The hydrologic characteristics of the Cache River wetlands between Patterson and Cotton Plant, Arkansas, were investigated. The Cache River is an underfit stream with wetlands predominantly located in abandoned channels and backswamps. Much of the Cache River upstream of the study area has undergone extensive channelization to allow agricultural development in the basin. Hydrologic measurements included streamflow gages at the upstream and downstream limits of the study area. water-level recorders inside the study area, a nest of deep and shallow ground-water wells that monitored variations in the underlying aquifer, a meteorological recording station that collected precipitation, air temperature, and solar radiation data inside the study area, and regional precipitation data. Analysis of the wetland’s water budget showed that the system is dominated by river discharges and that the magnitudes of other water-budget components are less than the error associated with well-maintained streamflow gages (5–10%). The system is characterized by floods occurring from late fall to late winter and again in mid-to-late spring. Peak flood discharges are approximately 185 m3/s for a 2-year event and 270 m3/s for a 5-year event. Peak discharges between the upstream and downstream gages are reduced by 10–20% with greater attenuation occurring when the system is initially drier.
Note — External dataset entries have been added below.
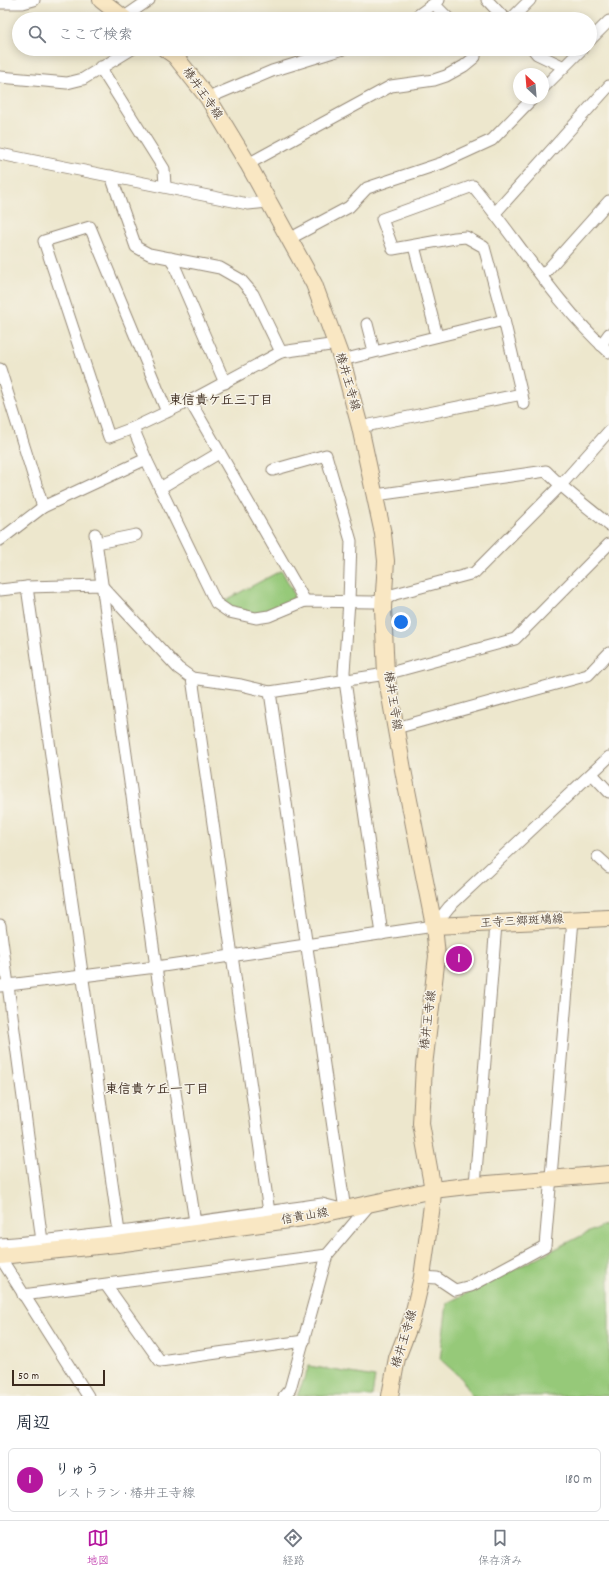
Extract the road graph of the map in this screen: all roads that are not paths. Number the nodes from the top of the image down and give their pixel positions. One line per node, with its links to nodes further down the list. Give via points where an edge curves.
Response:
1 (34, 0): 7 (street, via 22,4)
2 (102, 0): 8 (main road)
3 (149, 0): 9 (street)
4 (487, 0): 12 (street)
5 (530, 0): 13 (street)
6 (437, 2): 10 (street); 11 (street)
7 (0, 3)
8 (117, 12)
9 (132, 12)
10 (423, 12)
11 (444, 12)
12 (498, 12)
13 (518, 12)
14 (609, 21): 15 (street)
15 (597, 33)
16 (120, 56): 22 (street)
17 (179, 56): 27 (main road, 椿井王寺線)
18 (320, 56): 27 (street, via 272,71)
19 (475, 56): 30 (street, via 446,76 391,86)
20 (541, 56): 23 (street)
21 (575, 56): 23 (street)
22 (100, 67): 24 (street, via 83,79 67,83); 32 (street, via 164,169)
23 (564, 67): 25 (street)
24 (0, 77)
25 (549, 82)
26 (609, 86): 35 (street)
27 (208, 98): 30 (main road, 椿井王寺線)
28 (527, 104): 36 (street, via 492,140 442,163 367,188 348,207)
29 (0, 154): 31 (street)
30 (248, 164): 34 (main road, 椿井王寺線)
31 (111, 176): 32 (street); 38 (street, via 136,247 149,254)
32 (165, 186): 34 (street, via 248,204)
33 (609, 201): 39 (street)
34 (268, 202): 36 (main road, 椿井王寺線)
35 (495, 213): 37 (street, via 474,186 382,219 393,249); 39 (street)
36 (289, 239): 44 (main road, 椿井王寺線, via 314,284)
37 (414, 246): 40 (street, via 466,237 484,247); 43 (street)
38 (171, 258): 46 (street, via 220,268 241,280 253,294); 50 (street)
39 (542, 276): 45 (street)
40 (504, 320): 43 (street); 53 (street, via 523,399)
41 (367, 324): 47 (street)
42 (609, 334): 45 (street)
43 (437, 336): 47 (street)
44 (336, 344): 46 (street); 48 (main road, 椿井王寺線)
45 (605, 349)
46 (281, 352): 50 (street)
47 (374, 352): 48 (street)
48 (342, 360): 53 (main road, 椿井王寺線)
49 (0, 369): 62 (street)
50 (225, 383): 51 (street)
51 (190, 401): 52 (street); 56 (street)
52 (167, 412): 54 (street); 54 (street, via 90,227 44,241 109,437)
53 (360, 427): 61 (main road, 椿井王寺線)
54 (133, 428): 57 (street)
55 (609, 431): 59 (street)
56 (219, 453): 60 (street); 70 (street)
57 (146, 459): 60 (street); 62 (street)
58 (273, 470): 72 (street, via 326,455 350,541)
59 (560, 486): 61 (street, via 546,471); 63 (street); 71 (street, via 474,573 395,594)
60 (160, 488): 70 (street, via 216,603 229,612 256,618 270,616)
61 (376, 495): 71 (main road, 椿井王寺線, via 386,561)
62 (43, 507): 65 (street)
63 (609, 524)
64 (136, 534): 67 (street, via 96,539)
65 (0, 540)
66 (609, 544): 74 (street, via 515,639)
67 (101, 585): 68 (street); 75 (street, via 178,668); 92 (street)
68 (27, 587): 69 (street); 93 (street)
69 (0, 590)
70 (305, 600): 72 (street)
71 (384, 600): 72 (street); 74 (main road, 椿井王寺線)
72 (349, 601): 76 (street)
73 (609, 653): 78 (street, via 588,675)
74 (386, 674): 76 (street); 78 (main road, 椿井王寺線)
75 (192, 678): 77 (street); 91 (street)
76 (345, 681): 77 (street); 89 (street)
77 (270, 692): 90 (street)
78 (396, 728): 88 (main road, 椿井王寺線)
79 (609, 757): 80 (street)
80 (592, 774): 81 (street); 88 (street, via 449,907)
81 (609, 792)
82 (598, 857): 83 (street)
83 (609, 866)
84 (609, 918): 85 (main road, 王寺三郷斑鳩線)
85 (573, 920): 86 (main road, 王寺三郷斑鳩線); 96 (street)
86 (496, 924): 88 (main road, 王寺三郷斑鳩線); 97 (street)
87 (0, 925): 94 (street)
88 (434, 926): 89 (street); 98 (main road, 椿井王寺線, via 437,956 424,1066 421,1124)
89 (382, 934): 90 (street)
90 (306, 944): 91 (street); 100 (street)
91 (232, 955): 92 (street); 101 (street)
92 (156, 967): 93 (street); 102 (street)
93 (82, 976): 94 (street); 103 (street)
94 (4, 986): 104 (street)
95 (609, 1174): 96 (main road, 信貴山線)
96 (550, 1178): 97 (main road, 信貴山線); 108 (street, via 545,1246 471,1286 455,1290 437,1278)
97 (475, 1185): 98 (main road, 信貴山線)
98 (432, 1190): 99 (main road, 信貴山線); 108 (main road, 椿井王寺線)
99 (371, 1203): 100 (main road, 信貴山線); 106 (street)
100 (345, 1210): 101 (street, via 322,1204); 107 (main road, 信貴山線, via 117,1244)
101 (269, 1212): 102 (street)
102 (195, 1222): 103 (street)
103 (119, 1232): 104 (street)
104 (42, 1241): 105 (street)
105 (0, 1244)
106 (327, 1255): 109 (street); 111 (street)
107 (0, 1256): 110 (street)
108 (422, 1277): 114 (main road, 椿井王寺線, via 412,1319 397,1358)
109 (106, 1285): 110 (street); 111 (street, via 160,1361)
110 (23, 1295): 112 (street)
111 (304, 1341): 113 (street, via 290,1389)
112 (88, 1396)
113 (284, 1396)
114 (390, 1396)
Peak discharge at the downstream gage lags the peak at the upstream gage by 4–8 days depending on antecedent conditions. The majority of overbank flooding is produced by backwater from several constrictions in the downstream reach of the study area, rather than from the forward movement of the flood wave. Flodpeak attenuation between the upstream and downstream gages is due mainly to floodplain storage, with flow resistance contributing minimally. Finally, the relationship between the hydroperiods at different water-surface elevation gages was examined to determine if a long-term record could be used to estimate long-term hydroperiods at interior gage locations (or perhaps at interior computer model locations) with shorter-term information.